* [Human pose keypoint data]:

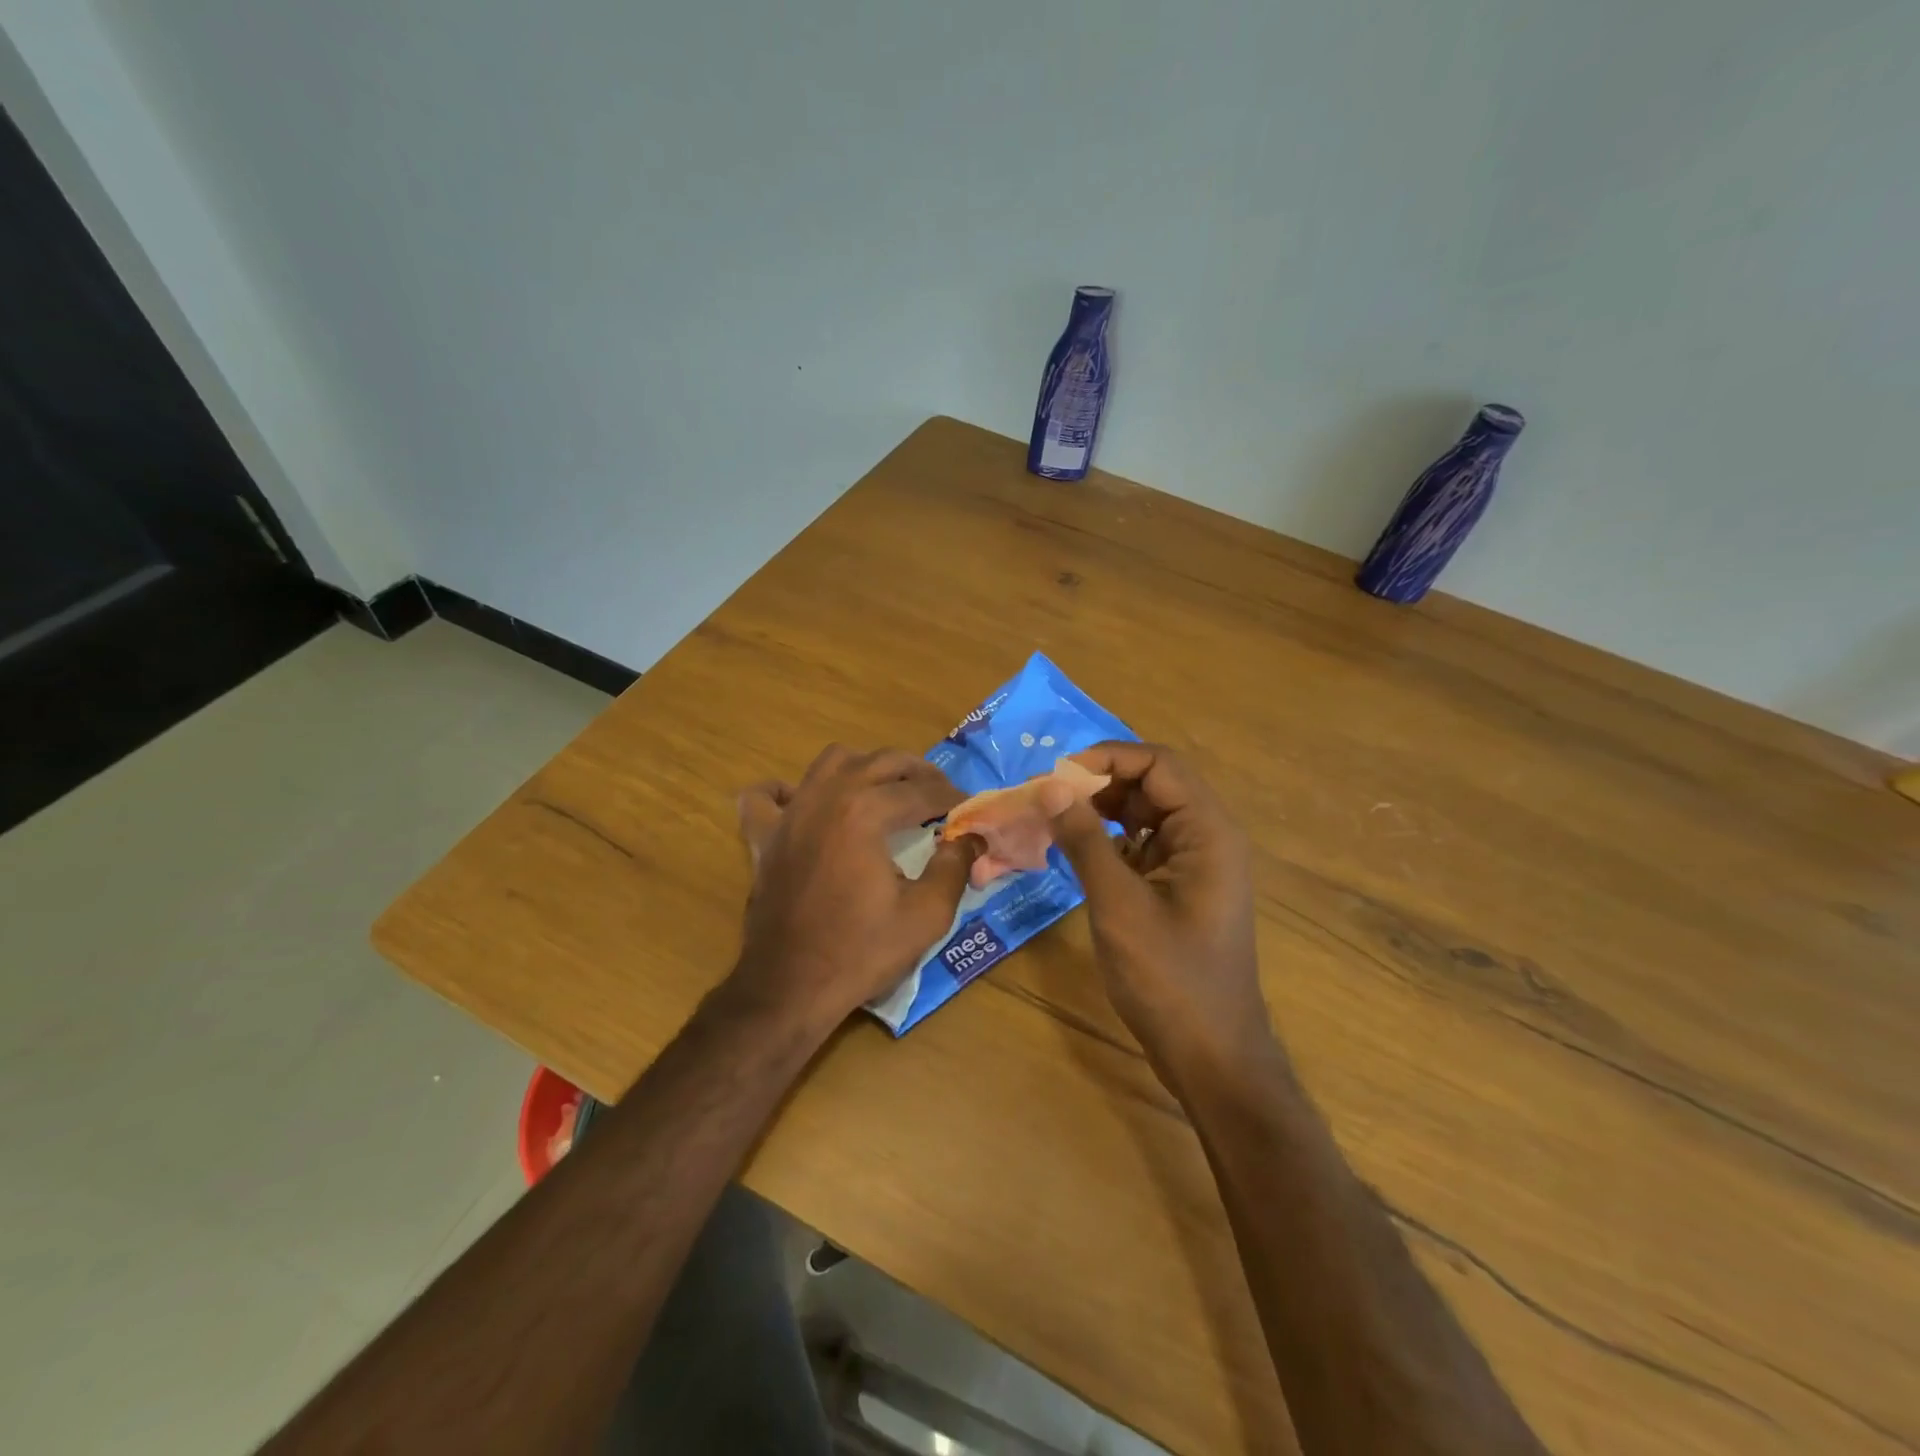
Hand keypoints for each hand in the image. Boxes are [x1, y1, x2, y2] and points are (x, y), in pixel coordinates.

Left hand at [732, 745, 977, 1031]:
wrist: (790, 988)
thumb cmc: (861, 952)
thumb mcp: (926, 915)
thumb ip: (954, 867)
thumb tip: (972, 838)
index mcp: (865, 812)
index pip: (920, 791)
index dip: (951, 798)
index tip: (969, 809)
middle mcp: (826, 798)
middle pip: (880, 762)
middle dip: (917, 772)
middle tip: (940, 794)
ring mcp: (790, 814)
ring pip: (830, 762)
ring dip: (864, 767)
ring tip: (885, 790)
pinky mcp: (764, 837)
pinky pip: (765, 796)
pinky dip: (785, 791)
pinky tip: (803, 800)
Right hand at [1047, 742, 1273, 1079]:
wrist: (1211, 1055)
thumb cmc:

* [What to produce]: This exercise asks for an exact repeat of the lines from the one holding "Left hand at" through the end of the data above.

* [Exercise solution]:
Left hand at [732, 745, 977, 1031]:
wrist: (790, 988)
thumb cmc: (861, 952)
thumb mcp: (926, 915)
thumb ip: (954, 867)
thumb tip: (972, 838)
index mcp: (865, 812)
index pip: (920, 791)
index dip: (951, 798)
index tip: (969, 809)
middle mcp: (826, 798)
middle pip: (880, 762)
middle dip: (917, 772)
middle tip: (940, 794)
ring mcp: (790, 814)
ring pip: (830, 762)
ring dip: (864, 767)
ring tip: (885, 790)
pinky mcp: (764, 837)
pinky pip: (765, 796)
pinky dip: (785, 791)
pinky tip: (803, 800)
Right hand at [1047, 742, 1273, 1079]:
wrist: (1211, 1055)
thumb cmc:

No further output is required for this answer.